━━━━━ Excerpted records ━━━━━
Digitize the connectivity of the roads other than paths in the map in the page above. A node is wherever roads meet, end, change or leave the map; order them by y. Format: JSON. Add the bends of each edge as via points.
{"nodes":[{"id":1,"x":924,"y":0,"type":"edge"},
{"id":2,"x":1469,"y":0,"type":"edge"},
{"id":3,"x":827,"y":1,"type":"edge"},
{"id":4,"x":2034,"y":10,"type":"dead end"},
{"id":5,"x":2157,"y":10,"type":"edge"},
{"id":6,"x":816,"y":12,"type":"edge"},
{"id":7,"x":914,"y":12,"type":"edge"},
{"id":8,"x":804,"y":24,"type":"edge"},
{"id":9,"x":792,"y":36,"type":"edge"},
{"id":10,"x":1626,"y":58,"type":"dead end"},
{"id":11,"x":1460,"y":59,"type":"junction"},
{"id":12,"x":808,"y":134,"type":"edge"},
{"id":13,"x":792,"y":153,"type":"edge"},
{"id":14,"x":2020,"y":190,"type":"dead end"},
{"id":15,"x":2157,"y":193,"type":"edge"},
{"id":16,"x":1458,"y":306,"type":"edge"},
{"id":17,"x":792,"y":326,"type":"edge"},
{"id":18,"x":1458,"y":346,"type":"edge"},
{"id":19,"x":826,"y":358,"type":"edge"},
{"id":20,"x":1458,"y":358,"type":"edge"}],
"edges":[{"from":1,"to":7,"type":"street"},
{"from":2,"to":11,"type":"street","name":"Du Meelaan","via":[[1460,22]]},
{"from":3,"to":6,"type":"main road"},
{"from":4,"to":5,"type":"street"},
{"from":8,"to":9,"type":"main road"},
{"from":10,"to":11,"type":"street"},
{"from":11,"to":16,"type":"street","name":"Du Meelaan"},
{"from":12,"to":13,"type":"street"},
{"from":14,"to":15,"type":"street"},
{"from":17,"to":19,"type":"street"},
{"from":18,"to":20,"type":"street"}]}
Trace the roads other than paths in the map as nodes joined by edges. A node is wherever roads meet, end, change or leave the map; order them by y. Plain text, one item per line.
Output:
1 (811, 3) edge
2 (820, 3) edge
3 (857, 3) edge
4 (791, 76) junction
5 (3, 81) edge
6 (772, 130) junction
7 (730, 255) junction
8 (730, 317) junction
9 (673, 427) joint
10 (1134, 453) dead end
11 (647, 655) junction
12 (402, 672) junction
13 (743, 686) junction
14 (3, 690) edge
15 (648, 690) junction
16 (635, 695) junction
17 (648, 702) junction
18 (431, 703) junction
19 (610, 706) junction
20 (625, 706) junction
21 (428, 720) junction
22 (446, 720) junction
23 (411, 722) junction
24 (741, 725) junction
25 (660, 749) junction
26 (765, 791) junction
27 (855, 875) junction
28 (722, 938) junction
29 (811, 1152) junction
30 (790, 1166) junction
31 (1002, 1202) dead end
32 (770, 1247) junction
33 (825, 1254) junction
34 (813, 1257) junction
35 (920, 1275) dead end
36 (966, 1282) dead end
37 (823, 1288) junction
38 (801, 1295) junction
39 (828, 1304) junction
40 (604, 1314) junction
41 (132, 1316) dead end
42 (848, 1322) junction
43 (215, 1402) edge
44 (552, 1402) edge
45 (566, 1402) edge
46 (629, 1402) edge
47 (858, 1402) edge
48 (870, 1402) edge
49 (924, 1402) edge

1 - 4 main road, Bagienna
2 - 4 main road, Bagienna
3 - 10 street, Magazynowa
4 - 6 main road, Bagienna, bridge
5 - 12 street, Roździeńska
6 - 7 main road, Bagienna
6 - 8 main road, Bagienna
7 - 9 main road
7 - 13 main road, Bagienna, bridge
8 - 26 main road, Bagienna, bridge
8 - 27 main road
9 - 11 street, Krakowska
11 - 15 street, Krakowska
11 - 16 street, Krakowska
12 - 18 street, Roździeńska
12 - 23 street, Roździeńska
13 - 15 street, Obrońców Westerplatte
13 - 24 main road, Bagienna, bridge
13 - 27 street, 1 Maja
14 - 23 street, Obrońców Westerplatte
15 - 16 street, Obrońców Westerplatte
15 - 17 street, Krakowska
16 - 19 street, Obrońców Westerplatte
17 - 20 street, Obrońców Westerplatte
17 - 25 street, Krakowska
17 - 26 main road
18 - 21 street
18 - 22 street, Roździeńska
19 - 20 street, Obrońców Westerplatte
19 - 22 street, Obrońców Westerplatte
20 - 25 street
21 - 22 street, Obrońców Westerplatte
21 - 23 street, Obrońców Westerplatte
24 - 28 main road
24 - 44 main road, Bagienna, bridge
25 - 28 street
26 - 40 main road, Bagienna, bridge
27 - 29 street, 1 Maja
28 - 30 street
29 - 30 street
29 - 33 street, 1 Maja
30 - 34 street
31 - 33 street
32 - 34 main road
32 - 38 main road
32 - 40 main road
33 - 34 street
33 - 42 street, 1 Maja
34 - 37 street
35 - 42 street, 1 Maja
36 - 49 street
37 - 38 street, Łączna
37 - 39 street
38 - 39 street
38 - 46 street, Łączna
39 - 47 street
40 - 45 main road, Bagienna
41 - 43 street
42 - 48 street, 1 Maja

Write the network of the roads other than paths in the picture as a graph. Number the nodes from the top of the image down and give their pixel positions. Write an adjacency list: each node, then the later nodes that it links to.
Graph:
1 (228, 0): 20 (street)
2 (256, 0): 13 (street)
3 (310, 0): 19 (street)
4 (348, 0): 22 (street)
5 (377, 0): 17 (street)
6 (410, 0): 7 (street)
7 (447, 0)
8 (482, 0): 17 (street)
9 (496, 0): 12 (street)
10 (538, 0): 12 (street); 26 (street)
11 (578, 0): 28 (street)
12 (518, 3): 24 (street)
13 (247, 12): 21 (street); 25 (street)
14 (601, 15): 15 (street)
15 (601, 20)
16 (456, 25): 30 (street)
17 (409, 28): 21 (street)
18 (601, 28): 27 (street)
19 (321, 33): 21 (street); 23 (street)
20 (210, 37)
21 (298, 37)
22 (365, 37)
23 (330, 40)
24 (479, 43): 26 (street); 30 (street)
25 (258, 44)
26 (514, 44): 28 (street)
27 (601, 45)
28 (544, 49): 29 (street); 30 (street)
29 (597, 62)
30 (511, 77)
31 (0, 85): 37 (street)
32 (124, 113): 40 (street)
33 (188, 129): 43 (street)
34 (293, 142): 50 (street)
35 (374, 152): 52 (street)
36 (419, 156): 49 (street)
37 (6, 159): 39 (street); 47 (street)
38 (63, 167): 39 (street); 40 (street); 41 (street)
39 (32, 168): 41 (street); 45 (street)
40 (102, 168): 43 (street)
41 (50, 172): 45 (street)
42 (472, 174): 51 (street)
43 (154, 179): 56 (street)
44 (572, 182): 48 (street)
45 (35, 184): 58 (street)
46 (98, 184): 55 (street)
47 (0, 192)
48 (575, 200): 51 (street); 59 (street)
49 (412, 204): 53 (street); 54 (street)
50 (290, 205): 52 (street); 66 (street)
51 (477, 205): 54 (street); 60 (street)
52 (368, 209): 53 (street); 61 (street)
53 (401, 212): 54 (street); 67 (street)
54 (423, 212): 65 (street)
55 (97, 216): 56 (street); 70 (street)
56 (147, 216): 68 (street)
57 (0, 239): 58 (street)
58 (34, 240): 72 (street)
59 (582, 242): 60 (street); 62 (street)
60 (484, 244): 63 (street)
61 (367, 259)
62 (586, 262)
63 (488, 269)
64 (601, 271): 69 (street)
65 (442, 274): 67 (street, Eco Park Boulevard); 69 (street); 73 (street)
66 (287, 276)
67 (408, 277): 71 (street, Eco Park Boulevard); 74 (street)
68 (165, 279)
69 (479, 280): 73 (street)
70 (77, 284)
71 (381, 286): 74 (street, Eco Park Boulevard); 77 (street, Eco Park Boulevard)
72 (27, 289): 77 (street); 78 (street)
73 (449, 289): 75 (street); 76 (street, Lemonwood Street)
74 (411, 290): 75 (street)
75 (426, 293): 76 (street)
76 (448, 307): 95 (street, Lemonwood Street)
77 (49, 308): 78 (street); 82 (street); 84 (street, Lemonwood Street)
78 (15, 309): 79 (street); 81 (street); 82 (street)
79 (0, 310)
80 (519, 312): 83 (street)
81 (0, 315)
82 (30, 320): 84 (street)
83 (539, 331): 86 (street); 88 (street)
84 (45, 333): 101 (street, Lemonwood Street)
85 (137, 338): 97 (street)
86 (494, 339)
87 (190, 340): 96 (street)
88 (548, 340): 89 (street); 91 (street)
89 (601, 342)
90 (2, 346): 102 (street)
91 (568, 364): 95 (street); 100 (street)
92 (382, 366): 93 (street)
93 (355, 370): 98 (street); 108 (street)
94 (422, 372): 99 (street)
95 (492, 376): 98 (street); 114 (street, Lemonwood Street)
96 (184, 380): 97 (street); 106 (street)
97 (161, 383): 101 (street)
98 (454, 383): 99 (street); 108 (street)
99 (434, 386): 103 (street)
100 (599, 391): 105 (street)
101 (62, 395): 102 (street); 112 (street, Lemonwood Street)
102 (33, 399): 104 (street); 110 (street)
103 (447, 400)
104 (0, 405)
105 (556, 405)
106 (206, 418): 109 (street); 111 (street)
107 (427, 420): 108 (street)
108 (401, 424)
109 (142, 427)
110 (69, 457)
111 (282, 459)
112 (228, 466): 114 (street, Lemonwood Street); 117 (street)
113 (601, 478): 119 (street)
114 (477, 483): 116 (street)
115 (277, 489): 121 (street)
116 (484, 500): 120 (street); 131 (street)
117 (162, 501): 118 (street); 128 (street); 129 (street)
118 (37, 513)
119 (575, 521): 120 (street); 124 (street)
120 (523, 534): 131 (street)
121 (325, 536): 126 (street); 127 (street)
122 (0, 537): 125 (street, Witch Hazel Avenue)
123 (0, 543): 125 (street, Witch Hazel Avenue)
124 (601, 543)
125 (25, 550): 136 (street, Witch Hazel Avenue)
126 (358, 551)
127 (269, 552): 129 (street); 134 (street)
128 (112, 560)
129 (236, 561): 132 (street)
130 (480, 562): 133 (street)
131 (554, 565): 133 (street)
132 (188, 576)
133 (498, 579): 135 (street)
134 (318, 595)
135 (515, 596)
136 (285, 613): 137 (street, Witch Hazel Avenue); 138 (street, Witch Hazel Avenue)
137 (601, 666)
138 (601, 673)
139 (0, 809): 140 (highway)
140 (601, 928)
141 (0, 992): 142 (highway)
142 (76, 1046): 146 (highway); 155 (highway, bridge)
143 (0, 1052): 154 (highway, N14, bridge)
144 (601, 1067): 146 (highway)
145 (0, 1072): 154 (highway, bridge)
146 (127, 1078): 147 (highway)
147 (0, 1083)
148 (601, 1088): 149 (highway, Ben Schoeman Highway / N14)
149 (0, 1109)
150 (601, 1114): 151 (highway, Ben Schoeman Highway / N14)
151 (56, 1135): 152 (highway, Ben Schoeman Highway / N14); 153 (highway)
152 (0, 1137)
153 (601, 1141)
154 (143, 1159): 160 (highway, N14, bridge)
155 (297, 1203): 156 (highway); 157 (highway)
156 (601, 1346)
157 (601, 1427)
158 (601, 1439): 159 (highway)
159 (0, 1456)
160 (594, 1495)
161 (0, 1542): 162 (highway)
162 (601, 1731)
━━━━━
▶ [Goal of the exercise]:
Return each line of the listing that holds the string "Meelaan".

▶ [Answer to the exercise]:
{"from":2,"to":11,"type":"street","name":"Du Meelaan","via":[[1460,22]]},
{"from":11,"to":16,"type":"street","name":"Du Meelaan"},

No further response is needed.